:: Exercise requirements ::
Every line of the data that includes "Taman" should be copied out.

:: Stored items ::
########

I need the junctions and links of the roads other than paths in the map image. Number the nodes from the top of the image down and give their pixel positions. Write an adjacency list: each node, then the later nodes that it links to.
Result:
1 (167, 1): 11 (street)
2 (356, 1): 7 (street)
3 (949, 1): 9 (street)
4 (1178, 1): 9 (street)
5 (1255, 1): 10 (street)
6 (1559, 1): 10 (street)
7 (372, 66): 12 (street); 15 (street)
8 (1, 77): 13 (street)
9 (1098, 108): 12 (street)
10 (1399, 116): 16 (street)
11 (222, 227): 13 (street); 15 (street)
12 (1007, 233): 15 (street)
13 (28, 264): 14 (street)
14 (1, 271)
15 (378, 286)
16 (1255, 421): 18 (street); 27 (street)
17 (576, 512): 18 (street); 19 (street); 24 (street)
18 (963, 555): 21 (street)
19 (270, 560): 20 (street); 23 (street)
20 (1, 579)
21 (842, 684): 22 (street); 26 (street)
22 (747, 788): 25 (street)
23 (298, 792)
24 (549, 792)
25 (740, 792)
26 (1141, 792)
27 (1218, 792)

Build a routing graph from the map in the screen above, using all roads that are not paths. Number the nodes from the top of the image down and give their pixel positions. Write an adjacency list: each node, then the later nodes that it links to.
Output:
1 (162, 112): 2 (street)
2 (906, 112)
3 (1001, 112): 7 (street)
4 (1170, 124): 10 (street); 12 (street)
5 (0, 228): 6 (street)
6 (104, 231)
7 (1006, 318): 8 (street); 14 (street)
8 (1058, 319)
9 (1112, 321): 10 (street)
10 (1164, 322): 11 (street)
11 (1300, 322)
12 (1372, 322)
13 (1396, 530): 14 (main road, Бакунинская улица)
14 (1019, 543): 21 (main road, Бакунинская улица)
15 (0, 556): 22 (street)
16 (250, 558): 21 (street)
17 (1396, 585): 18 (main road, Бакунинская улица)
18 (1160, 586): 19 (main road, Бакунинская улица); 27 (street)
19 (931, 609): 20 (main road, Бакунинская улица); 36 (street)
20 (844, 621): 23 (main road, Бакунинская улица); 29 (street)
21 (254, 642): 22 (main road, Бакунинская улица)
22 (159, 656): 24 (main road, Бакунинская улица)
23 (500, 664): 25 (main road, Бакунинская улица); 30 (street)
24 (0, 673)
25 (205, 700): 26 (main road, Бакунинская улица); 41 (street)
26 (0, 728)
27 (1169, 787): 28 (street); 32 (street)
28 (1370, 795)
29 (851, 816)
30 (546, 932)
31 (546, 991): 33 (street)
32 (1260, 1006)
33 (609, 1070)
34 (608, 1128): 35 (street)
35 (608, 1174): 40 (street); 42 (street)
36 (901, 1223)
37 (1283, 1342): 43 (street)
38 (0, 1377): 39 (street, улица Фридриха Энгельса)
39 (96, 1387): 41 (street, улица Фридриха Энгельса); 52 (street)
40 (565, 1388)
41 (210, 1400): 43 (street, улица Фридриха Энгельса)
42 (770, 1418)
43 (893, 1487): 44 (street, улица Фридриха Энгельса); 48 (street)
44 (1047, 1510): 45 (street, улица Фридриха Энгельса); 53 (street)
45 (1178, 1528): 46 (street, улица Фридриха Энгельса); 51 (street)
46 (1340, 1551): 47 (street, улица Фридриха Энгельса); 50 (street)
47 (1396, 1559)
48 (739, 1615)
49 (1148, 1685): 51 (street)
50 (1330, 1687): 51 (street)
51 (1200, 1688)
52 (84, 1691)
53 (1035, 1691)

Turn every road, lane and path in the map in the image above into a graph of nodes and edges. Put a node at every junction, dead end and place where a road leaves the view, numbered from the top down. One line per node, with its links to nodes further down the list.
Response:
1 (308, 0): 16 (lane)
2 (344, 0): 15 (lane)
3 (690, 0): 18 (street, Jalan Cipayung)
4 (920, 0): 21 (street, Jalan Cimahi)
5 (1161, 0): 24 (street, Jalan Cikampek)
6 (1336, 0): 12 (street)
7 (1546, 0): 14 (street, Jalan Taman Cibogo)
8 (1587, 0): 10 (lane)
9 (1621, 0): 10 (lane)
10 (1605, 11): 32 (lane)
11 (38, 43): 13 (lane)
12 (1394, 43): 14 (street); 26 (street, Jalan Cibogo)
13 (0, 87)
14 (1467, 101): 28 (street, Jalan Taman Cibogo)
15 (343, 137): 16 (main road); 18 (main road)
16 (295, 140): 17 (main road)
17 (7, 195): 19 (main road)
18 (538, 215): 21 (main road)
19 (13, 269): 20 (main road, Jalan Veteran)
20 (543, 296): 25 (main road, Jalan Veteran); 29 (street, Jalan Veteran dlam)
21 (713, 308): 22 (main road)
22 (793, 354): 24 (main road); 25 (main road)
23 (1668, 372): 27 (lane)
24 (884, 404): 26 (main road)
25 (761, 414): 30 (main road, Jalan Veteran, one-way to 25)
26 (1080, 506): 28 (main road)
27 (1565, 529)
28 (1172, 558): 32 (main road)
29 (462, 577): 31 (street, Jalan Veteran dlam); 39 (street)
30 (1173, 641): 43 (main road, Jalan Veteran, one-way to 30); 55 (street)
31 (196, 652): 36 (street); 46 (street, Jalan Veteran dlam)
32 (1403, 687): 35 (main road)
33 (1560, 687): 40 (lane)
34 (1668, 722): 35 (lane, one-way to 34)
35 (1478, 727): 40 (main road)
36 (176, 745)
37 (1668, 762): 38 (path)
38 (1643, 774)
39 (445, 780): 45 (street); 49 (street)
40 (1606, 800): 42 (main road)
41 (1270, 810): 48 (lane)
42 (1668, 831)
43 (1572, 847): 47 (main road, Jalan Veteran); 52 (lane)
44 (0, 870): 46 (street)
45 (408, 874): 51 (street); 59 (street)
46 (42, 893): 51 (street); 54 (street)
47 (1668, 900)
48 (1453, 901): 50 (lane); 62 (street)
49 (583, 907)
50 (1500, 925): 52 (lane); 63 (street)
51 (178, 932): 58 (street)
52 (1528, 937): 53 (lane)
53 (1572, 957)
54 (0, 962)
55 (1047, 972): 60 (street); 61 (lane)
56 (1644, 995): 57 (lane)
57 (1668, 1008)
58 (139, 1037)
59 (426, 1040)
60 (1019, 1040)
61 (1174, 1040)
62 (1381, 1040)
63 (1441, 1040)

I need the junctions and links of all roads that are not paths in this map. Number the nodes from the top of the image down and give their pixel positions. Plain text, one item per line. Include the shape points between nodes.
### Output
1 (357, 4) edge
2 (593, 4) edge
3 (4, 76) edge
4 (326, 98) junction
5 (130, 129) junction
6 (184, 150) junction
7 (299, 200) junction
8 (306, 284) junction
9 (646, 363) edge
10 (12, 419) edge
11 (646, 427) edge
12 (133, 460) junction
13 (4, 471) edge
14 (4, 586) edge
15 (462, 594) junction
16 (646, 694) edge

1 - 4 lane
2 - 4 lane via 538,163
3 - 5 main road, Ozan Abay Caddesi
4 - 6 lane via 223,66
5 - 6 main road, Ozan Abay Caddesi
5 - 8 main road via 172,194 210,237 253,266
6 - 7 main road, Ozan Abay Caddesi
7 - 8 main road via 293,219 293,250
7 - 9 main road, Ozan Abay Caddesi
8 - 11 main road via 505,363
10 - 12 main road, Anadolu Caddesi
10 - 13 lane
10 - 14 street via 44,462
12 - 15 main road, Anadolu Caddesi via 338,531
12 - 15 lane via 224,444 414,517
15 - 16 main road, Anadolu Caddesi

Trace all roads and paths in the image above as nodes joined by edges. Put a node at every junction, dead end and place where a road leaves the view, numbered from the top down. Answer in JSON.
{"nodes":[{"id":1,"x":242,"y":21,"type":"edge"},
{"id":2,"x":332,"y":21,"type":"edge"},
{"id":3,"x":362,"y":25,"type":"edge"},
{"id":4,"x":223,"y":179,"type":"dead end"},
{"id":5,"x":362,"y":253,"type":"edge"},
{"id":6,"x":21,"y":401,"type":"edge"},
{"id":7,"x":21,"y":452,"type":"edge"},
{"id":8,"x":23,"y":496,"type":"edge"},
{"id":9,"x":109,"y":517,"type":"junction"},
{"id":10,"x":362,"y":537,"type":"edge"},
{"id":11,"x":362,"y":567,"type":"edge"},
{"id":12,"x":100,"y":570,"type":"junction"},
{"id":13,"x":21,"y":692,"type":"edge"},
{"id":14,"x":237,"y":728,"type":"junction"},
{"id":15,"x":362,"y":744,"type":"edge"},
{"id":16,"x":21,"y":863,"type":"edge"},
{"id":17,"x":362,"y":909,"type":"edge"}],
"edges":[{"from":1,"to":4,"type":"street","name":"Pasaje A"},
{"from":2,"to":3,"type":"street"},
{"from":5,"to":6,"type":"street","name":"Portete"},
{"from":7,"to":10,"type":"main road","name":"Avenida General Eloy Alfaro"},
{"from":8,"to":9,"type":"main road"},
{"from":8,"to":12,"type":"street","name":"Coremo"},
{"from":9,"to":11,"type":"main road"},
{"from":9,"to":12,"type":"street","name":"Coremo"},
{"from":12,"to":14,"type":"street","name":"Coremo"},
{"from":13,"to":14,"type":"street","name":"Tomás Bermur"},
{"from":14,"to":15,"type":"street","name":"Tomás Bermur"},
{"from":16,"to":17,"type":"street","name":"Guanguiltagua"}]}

########

:: Exercise answer ::
7 (1546, 0): 14 (street, Jalan Taman Cibogo)
14 (1467, 101): 28 (street, Jalan Taman Cibogo)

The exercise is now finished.